Mechanisms of Protein Ubiquitination in Health and Parkinson's Disease
Genetic forms of Parkinson's disease (PD) are characterized by the loss of motor skills similar to the sporadic disease, a result of the death of dopaminergic neurons. One causative gene PARK2, encoding the RBR E3 ligase parkin, carries missense mutations that account for ~80% of early-onset PD. In conjunction with the E2 conjugating enzyme UbcH7, parkin labels unwanted proteins with ubiquitin (Ub) signalling the removal of damaged mitochondria, a proposed cause of PD. Parkin, and other RBR E3 ligases such as HHARI and HOIL-1 form a complicated set of multi-domain enzymes that must be stimulated to obtain maximal ligase activity. Recently, we determined the three-dimensional structures of several domains from these E3 ligase enzymes and showed that the Rcat domains from parkin and HHARI are necessary regions for ubiquitin catalysis.
Current projects in the lab focus on parkin and several other E2 conjugating and E3 ligase enzymes. In particular, we utilize biophysical methods to identify the interactions of E2 and E3 enzymes to understand the mechanisms these proteins use to function in the ubiquitination pathway.

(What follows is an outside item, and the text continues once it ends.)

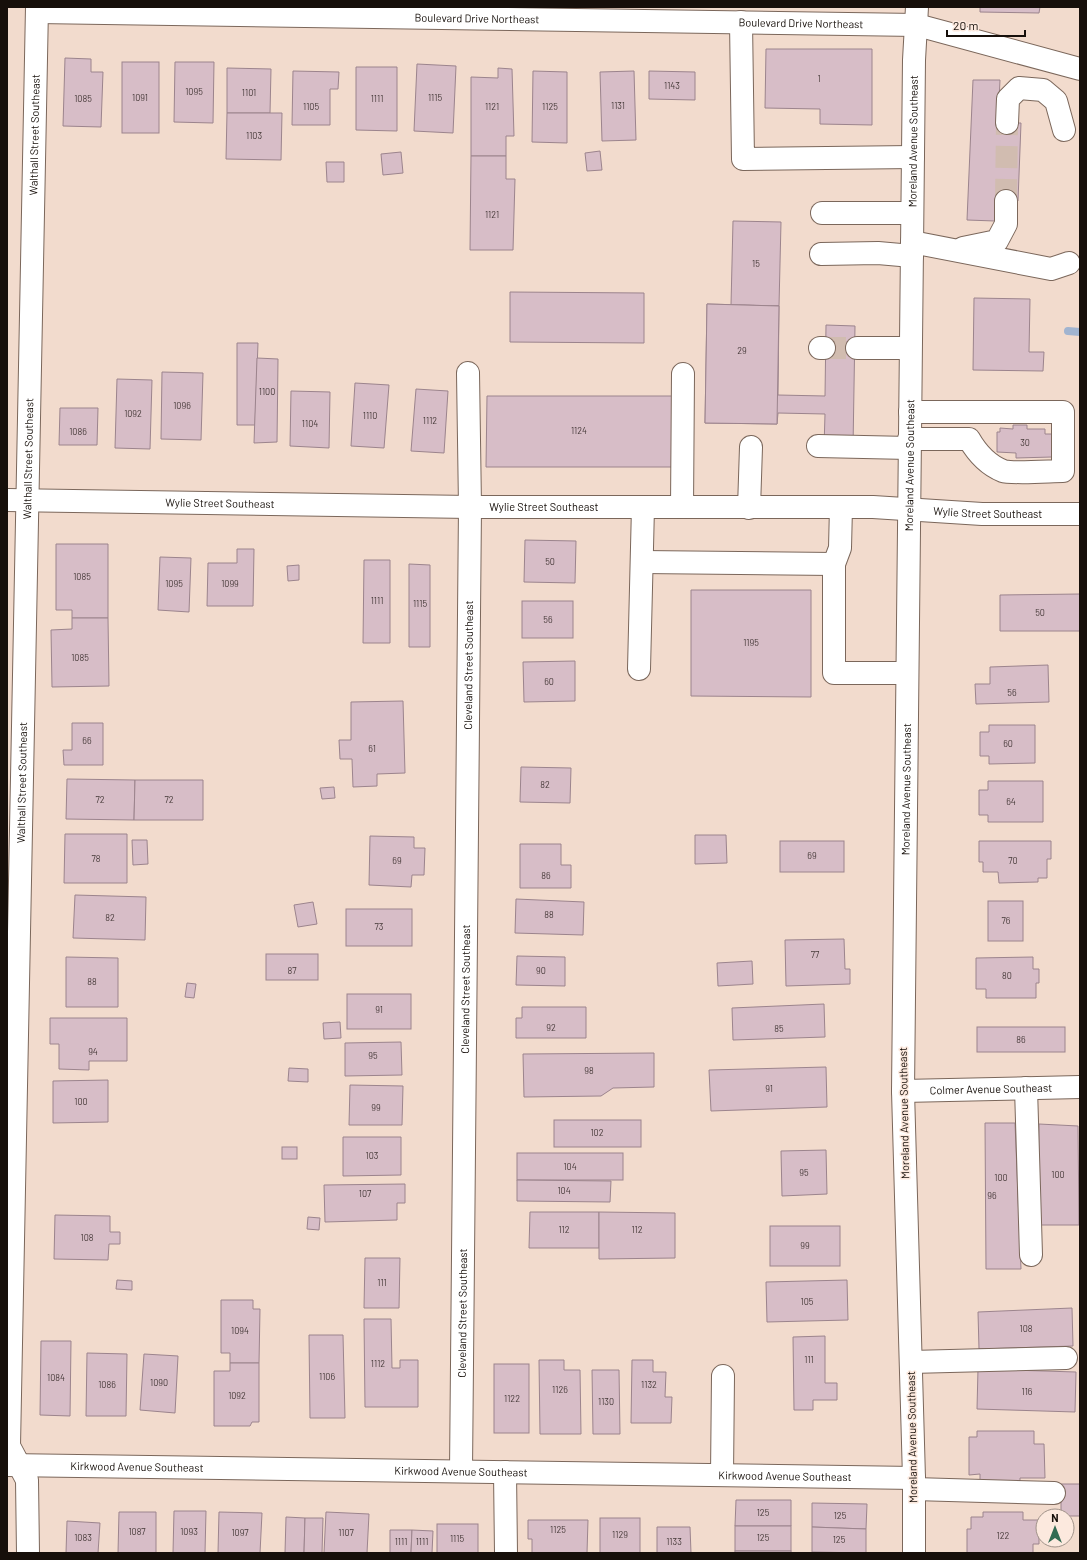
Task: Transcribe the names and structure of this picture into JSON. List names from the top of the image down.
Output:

Mechanisms of Membrane Repair and Trafficking by S100 Proteins
Calcium-sensor proteins are central regulators of human functions such as muscle contraction, neurotransmitter release and enzyme activation. One of the best characterized calcium-sensors is S100A10, a protein that forms a stable heterotetrameric complex with the phospholipid-binding protein annexin A2 (termed "A2t") and, along with the accessory proteins AHNAK and dysferlin, helps to repair ruptured plasma membranes in damaged cardiac and skeletal muscle. Dysfunction of proteins in this complex results in multiple forms of muscular dystrophy. A2t also preserves mood behavior balance by recruiting and translocating the serotonin 5-HT4 receptor to the plasma membrane. Disruption of this pathway causes neurological disorders such as depression. Recently, we engineered, and determined the structure of a heterotetrameric S100A10-annexin A2 chimeric protein in complex with a fragment from the membrane repair protein AHNAK as a first step to uncovering the mechanism of assembly of this important repair complex.
Current projects in the lab will use physical biochemical techniques such as high resolution NMR spectroscopy, fluorescence and isothermal calorimetry to explore how A2t and accessory proteins assemble the higher order dysferlin complex enabling muscle cell membrane repair. We also plan to use the S100A10 and A2t three-dimensional structures to rationally design small molecules that regulate A2t function.